/GetdataCourseProject

Course Project for the "Getting and Cleaning Data" course from Coursera

Primary LanguageR

Course Project

"Getting and Cleaning Data" course on Coursera

Files in this repository

  • CodeBook.md is the file describing the data and transformations applied to it
  • README.md is the file you're reading right now
  • run_analysis.R is the script that performs the data transformation and analysis

How to run the script

You should be able to simply run it without problems:

~ $ git clone https://github.com/pwseo/GetdataCourseProject.git
~ $ cd GetdataCourseProject
~/GetdataCourseProject $ Rscript run_analysis.R

You can also run the script from a currently running R session:

> source('run_analysis.R')

If you're running this script on Windows, please make sure you're aware of your current directory -- that's where the data will be downloaded to and also where the results will be saved. You can check your current directory with the getwd() function and set it with setwd(). If you're using RStudio you can also set it by clicking Session > Set working directory > Choose directory... in the menus.

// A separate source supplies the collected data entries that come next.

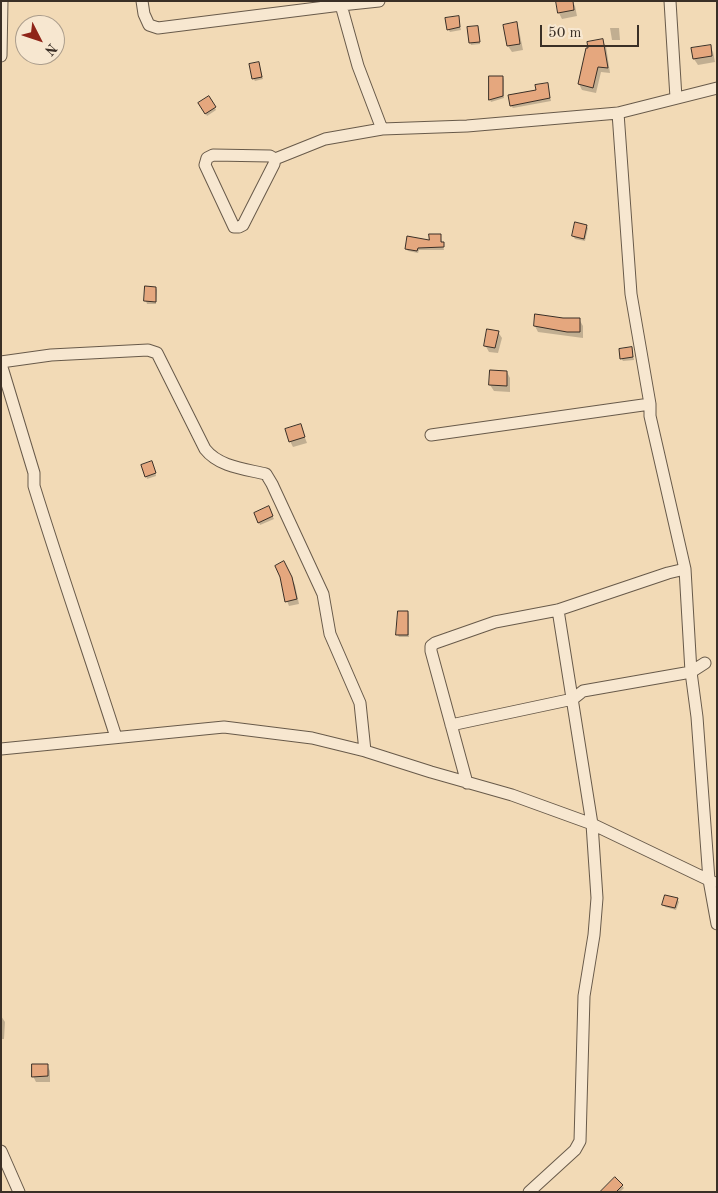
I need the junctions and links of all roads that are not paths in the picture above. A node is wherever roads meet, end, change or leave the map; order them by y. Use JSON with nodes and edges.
{"nodes":[{"id":1,"x":2,"y":1,"type":"edge"},
{"id":2,"x":142,"y":1,"type":"edge"},
{"id":3,"x":378,"y":1,"type":"edge"},
{"id":4,"x":670,"y":1,"type":"edge"},
{"id":5,"x":341,"y":3,"type":"edge"},
{"id":6,"x":1,"y":56,"type":"edge"},
{"id":7,"x":717,"y":88,"type":"edge"},
{"id":8,"x":676,"y":98,"type":"junction"},
{"id":9,"x":618,"y":113,"type":"junction"},
{"id":10,"x":382,"y":129,"type":"junction"},
{"id":11,"x":275,"y":159,"type":"junction"},
{"id":12,"x":1,"y":363,"type":"edge"},
{"id":13,"x":650,"y":404,"type":"junction"},
{"id":14,"x":431,"y":436,"type":"dead end"},
{"id":15,"x":686,"y":569,"type":"junction"},
{"id":16,"x":558,"y":610,"type":"junction"},
{"id":17,"x":705,"y":663,"type":"dead end"},
{"id":18,"x":691,"y":672,"type":"junction"},
{"id":19,"x":573,"y":699,"type":"junction"},
{"id":20,"x":451,"y":725,"type":"junction"},
{"id":21,"x":116,"y":737,"type":"junction"},
{"id":22,"x":1,"y":749,"type":"edge"},
{"id":23,"x":365,"y":751,"type":"junction"},
{"id":24,"x":467,"y":783,"type":"junction"},
{"id":25,"x":592,"y":824,"type":"junction"},
{"id":26,"x":713,"y":882,"type":"edge"},
{"id":27,"x":717,"y":924,"type":"edge"},
{"id":28,"x":1,"y":1150,"type":"edge"},
{"id":29,"x":6,"y":1174,"type":"edge"},
{"id":30,"x":19,"y":1192,"type":"edge"},
{"id":31,"x":529,"y":1192,"type":"edge"}],
"edges":[{"from":1,"to":6,"type":"street"},
{"from":2,"to":5,"type":"street"},
{"from":3,"to":5,"type":"street"},
{"from":4,"to":8,"type":"street"},
{"from":5,"to":10,"type":"street"},
{"from":7,"to":8,"type":"street"},
{"from":8,"to":9,"type":"street"},
{"from":9,"to":10,"type":"street"},
{"from":9,"to":13,"type":"street"},
{"from":10,"to":11,"type":"street"},
{"from":11,"to":11,"type":"street"},
{"from":12,"to":21,"type":"street"},
{"from":12,"to":23,"type":"street"},
{"from":13,"to":14,"type":"street"},
{"from":13,"to":15,"type":"street"},
{"from":15,"to":16,"type":"street"},
{"from":15,"to":18,"type":"street"},
{"from":16,"to":19,"type":"street"},
{"from":16,"to":20,"type":"street"},
{"from":17,"to":18,"type":"street"},
{"from":18,"to":19,"type":"street"},
{"from":18,"to":26,"type":"street"},
{"from":19,"to":20,"type":"street"},
{"from":19,"to":25,"type":"street"},
{"from":20,"to":24,"type":"street"},
{"from":21,"to":22,"type":"street"},
{"from":21,"to":23,"type":"street"},
{"from":23,"to":24,"type":"street"},
{"from":24,"to":25,"type":"street"},
{"from":25,"to":26,"type":"street"},
{"from":25,"to":31,"type":"street"},
{"from":26,"to":27,"type":"street"},
{"from":28,"to":29,"type":"street"},
{"from":29,"to":30,"type":"street"}]}
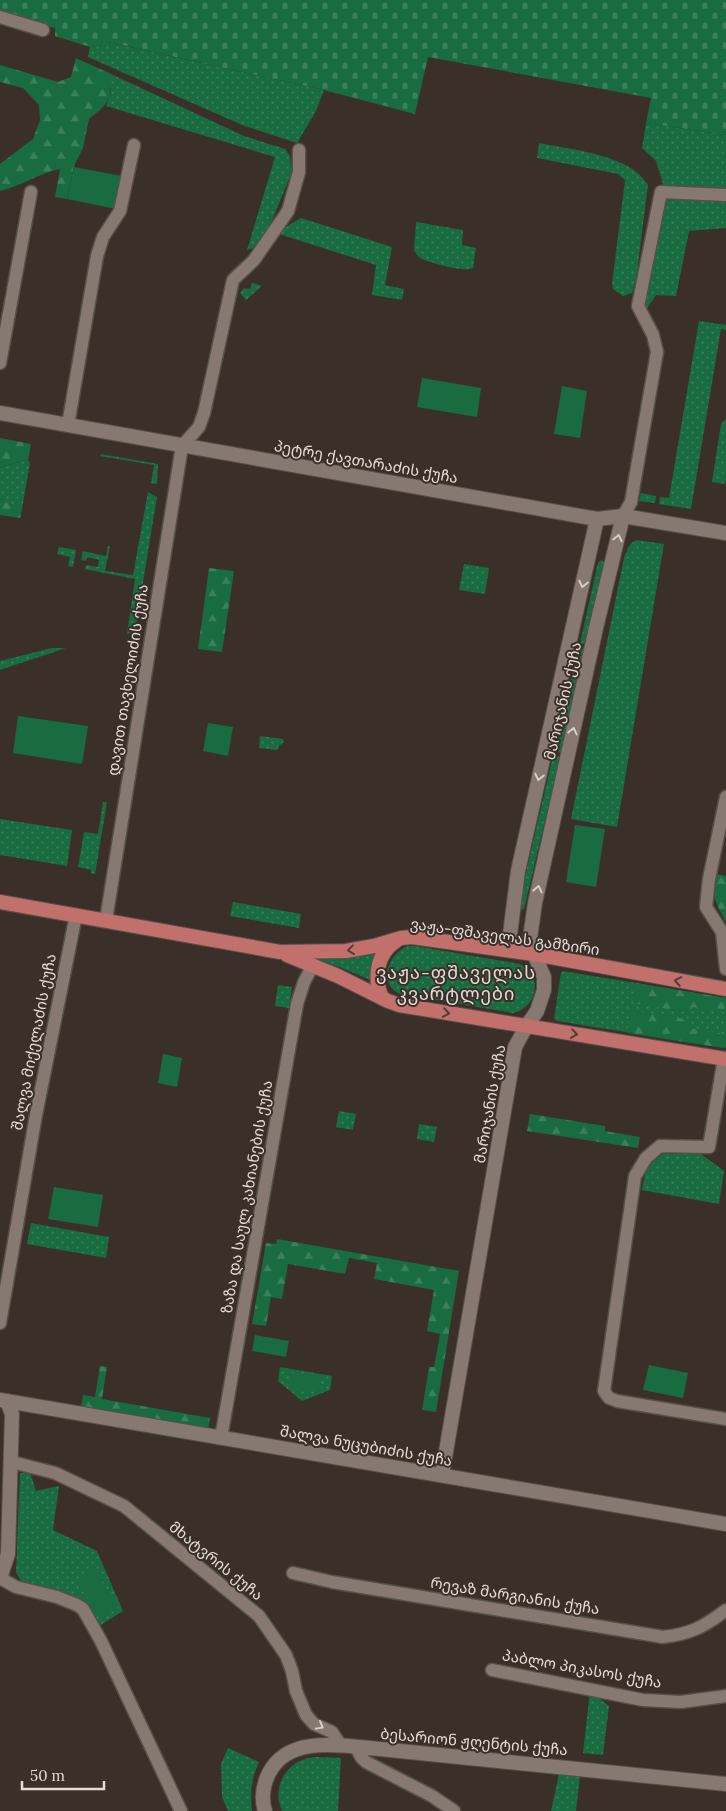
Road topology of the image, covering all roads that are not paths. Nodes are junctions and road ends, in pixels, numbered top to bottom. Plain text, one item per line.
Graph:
1 (0, 18) edge
2 (43, 30) dead end
3 (134, 145) dead end
4 (299, 150) dead end
5 (31, 192) dead end
6 (726, 195) edge
7 (0, 363) edge
8 (0, 413) edge
9 (68, 425) junction
10 (182, 446) junction
11 (623, 516) junction
12 (597, 519) junction
13 (726, 533) edge
14 (588, 560) junction
15 (611, 566) junction
16 (726, 797) edge
17 (0, 902) edge
18 (76, 915) junction
19 (511, 918) junction
20 (106, 920) junction
21 (531, 921) junction
22 (399, 939) junction
23 (508, 950) junction
24 (280, 952) junction
25 (534, 954) junction
26 (313, 965) junction
27 (726, 968) edge
28 (726, 989) edge
29 (382, 998) junction
30 (526, 1026) junction
31 (725, 1058) edge
32 (0, 1323) edge
33 (4, 1401) edge
34 (726, 1419) edge
35 (221, 1438) junction
36 (12, 1462) junction
37 (442, 1475) junction
38 (726, 1524) edge
39 (293, 1573) dead end
40 (0, 1578) edge
41 (726, 1610) edge
42 (492, 1670) dead end
43 (726, 1696) edge
44 (341, 1746) junction
45 (356, 1747) junction
46 (726, 1784) edge
47 (180, 1811) edge
48 (265, 1811) edge
49 (454, 1811) edge

1 - 2 street
3 - 9 street
4 - 10 street
5 - 7 street
6 - 11 street
8 - 9 main road, პეტრე ქავთარაძის ქუჩა
9 - 10 main road, პეტრე ქავთარაძის ქუჩა
10 - 12 main road, პეტრე ქავთარაძის ქუჩა
10 - 20 street, დავით თავხელიძის ქუჩა
11 - 12 main road, პეტრე ქავთარაძის ქუჩა
11 - 13 main road, პეტრე ქავთარაძის ქუჩა
15 -> 11 main road, მარიჯანის ქუჩა
12 - 14 main road, მარიჯანის ქუჩა
14 - 15 main road
14 -> 19 main road, მარიჯანის ქუჩა
21 -> 15 main road, მარიჯანის ქუჩა
16 - 27 street
17 - 18 main road, ვაჟა-ფშაველას გამზირი
18 - 20 main road, ვაჟა-ფშაველას გამზირი
18 - 32 street, შალვა მიქელაძის ქუჩა
19 - 21 main road
19 - 23 main road, მარიჯანის ქუჩა
20 - 24 main road, ვაჟა-ფშაველას გამზირი
21 - 25 main road, მარიჯანის ქუჩა
22 - 23 main road, ვაჟა-ფშაველას გამზირი
22 -> 24 main road, ვაჟა-ფშაველას გამზირი
22 - 29 main road
23 - 25 main road, ვაჟა-ფშაველას გამზირი
24 - 26 main road, ვაჟა-ფშაველას გამზირი
28 -> 25 main road, ვაჟა-ფშაველას გამზირი
25 - 30 main road, მარიჯანის ქუჩა
26 - 29 main road, ვაჟა-ფშაველას გამზირი
26 - 35 street, ზაზა და საულ კახიანების ქუჩა
29 -> 30 main road, ვაჟა-ფშაველას გამზირი
30 -> 31 main road, ვაჟა-ფშაველას გამზირი
30 - 37 main road, მარიჯანის ქუჩა
31 - 34 street
33 - 35 main road, შალვა ნუცუბიძის ქუჩა
33 - 36 main road
35 - 37 main road, შალვა ნუცუბიძის ქუჩა
36 - 40 main road
36 -> 44 street, მხატვრის ქუჩა
37 - 38 main road, შალვა ნუცუბიძის ქუჩა
39 - 41 street, რევაზ მარგიანის ქუჩა
40 - 47 street
42 - 43 street, პაბლო პიკასოს ქუჩა
44 - 45 main road, ბესარიონ ჟღენტის ქუჩა
44 - 48 main road, ბესარიონ ჟღენტის ქუჩა
45 - 46 main road, ბესარიონ ჟღენტის ქუჩა
45 - 49 street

When the script is done running, the results will be saved to the working directory in a file named final.txt.

What the script does

The script was written to function without interaction from the user. Breaking it down to steps, the script does the following:

  1. Download the datasets' zip file from the internet.
  2. Extract the downloaded zip file (creating a UCI HAR Dataset directory).
  3. Assemble the train and test datasets from their individual components.
  4. Merge the train and test datasets into a single dataset.
  5. Keep only data related to the means and standard deviations of the original measurements.
  6. Label the resulting dataset's variables (columns) and activities appropriately.
  7. Summarize the dataset by averaging every variable (column) grouped by subject and activity.
  8. Output the dataset to the final.txt file.

Packages required

The script was written using only base R functions, so no third-party packages are required.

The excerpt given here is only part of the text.